Recombination is essential to the cis-trans test. Only through recombination can cis configurations be obtained. The frequency of the occurrence of recombination is related to the closeness of two points on a chromosome. If recombination is desired between two regions that are very close, the chance that crossing over will occur is very low. Recombination can even be used to map mutations within a gene (a process called fine structure analysis), but it is a very long process, requiring the analysis of an extremely large number of progeny because the distance separating mutations within a gene will be very small.
Using the cis-trans test and recombination together led to the discovery of a small group of mutations called pseudoalleles. When two pseudoalleles are examined using the cis-trans test, an organism in trans configuration will have a mutant phenotype, leading to the conclusion that the alleles belong to the same gene. When recombination is used to try to map these mutations, however, it turns out that they are in separate structural genes. Pseudoalleles, then, are found in separate structural genes that interact in some functions.
Several examples of interaction between pseudoalleles can be found in Drosophila (fruit flies). In one such example, the two genes postbithorax (pbx) and bithorax (bx) are both involved in determining the normal formation of the fly’s balancing organs (halteres), a pair of winglike structures that help the fly in its flight. These genes are adjacent on the chromosome but are structurally distinct. The fact that the gene products must interact is revealed by the results of the cis-trans test; when mutants for these genes are placed in trans configuration, the phenotype of the fly is mutant.
Bibliography
Benzer, Seymour. “The Fine Structure of the Gene.” Scientific American 206 (January, 1962): 70-84. The classic review article on the investigation of the rII gene of the T4 bacteriophage, written by the scientist who headed the investigations. Designed for readers with some familiarity with viruses and bacteria.

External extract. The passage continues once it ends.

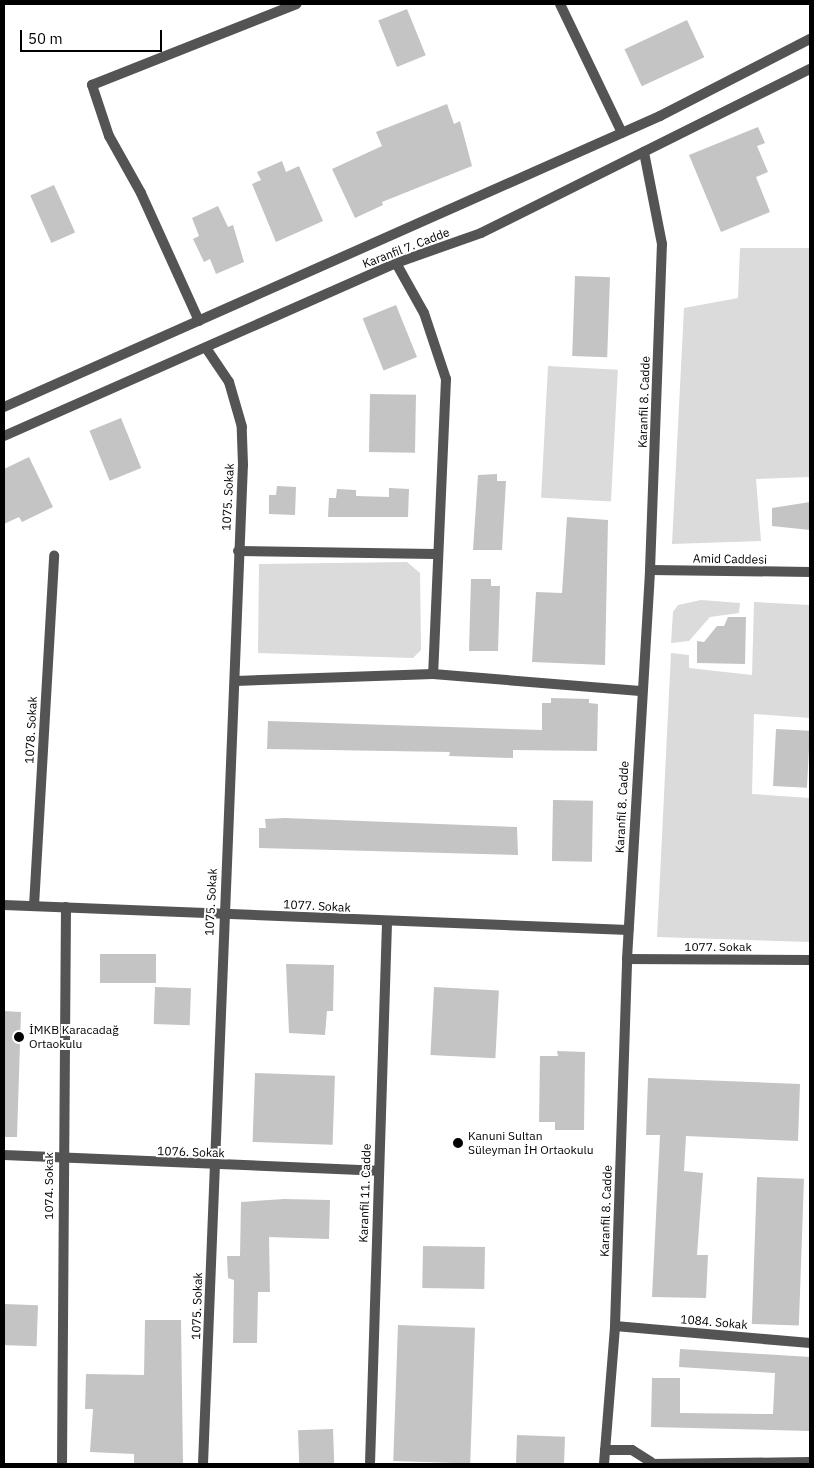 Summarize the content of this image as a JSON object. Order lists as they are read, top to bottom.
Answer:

Hawkins, John D. Gene Structure and Expression. 3d ed. New York: Cambridge University Press, 1996. A concise guide to gene structure and function, giving an overview of recent advances in the field from both theoretical and practical points of view.
Russell, P. J. Genetics. 5th ed. Menlo Park, Calif.: Benjamin Cummings, 1998. A well-written, intermediate-level college text with many touches of humor. Complementation analysis is discussed in the chapter on genetic fine structure and gene function. Includes index, bibliography, and glossary.
Suzuki, D., A. Griffiths, J. Miller, and R. Lewontin. An Introduction to Genetic Analysis. 7th ed. New York: W. H. Freeman, 2000. This intermediate-level college text reviews the important concepts in genetics and presents the experimental work that led to the development of important theories. Chapter 12, “The Nature of the Gene,” gives an in-depth analysis of Seymour Benzer’s viral work. Chapter 15, “The Manipulation of DNA,” also explains many of the important techniques of molecular genetics.
Weaver, R. F., and P. W. Hedrick. Genetics. 3d ed. New York: McGraw-Hill, 1996. Written for college audiences, the discussion is nevertheless readable by advanced high school students. Unlike many texts, it includes full-color photographs and diagrams. Chapter 13 discusses the cis-trans test using bacterial genes as an example. Seymour Benzer’s work with rII is covered briefly in the same chapter. Recombination and potential mechanisms of how it works on the molecular level are clearly explained in chapter 7.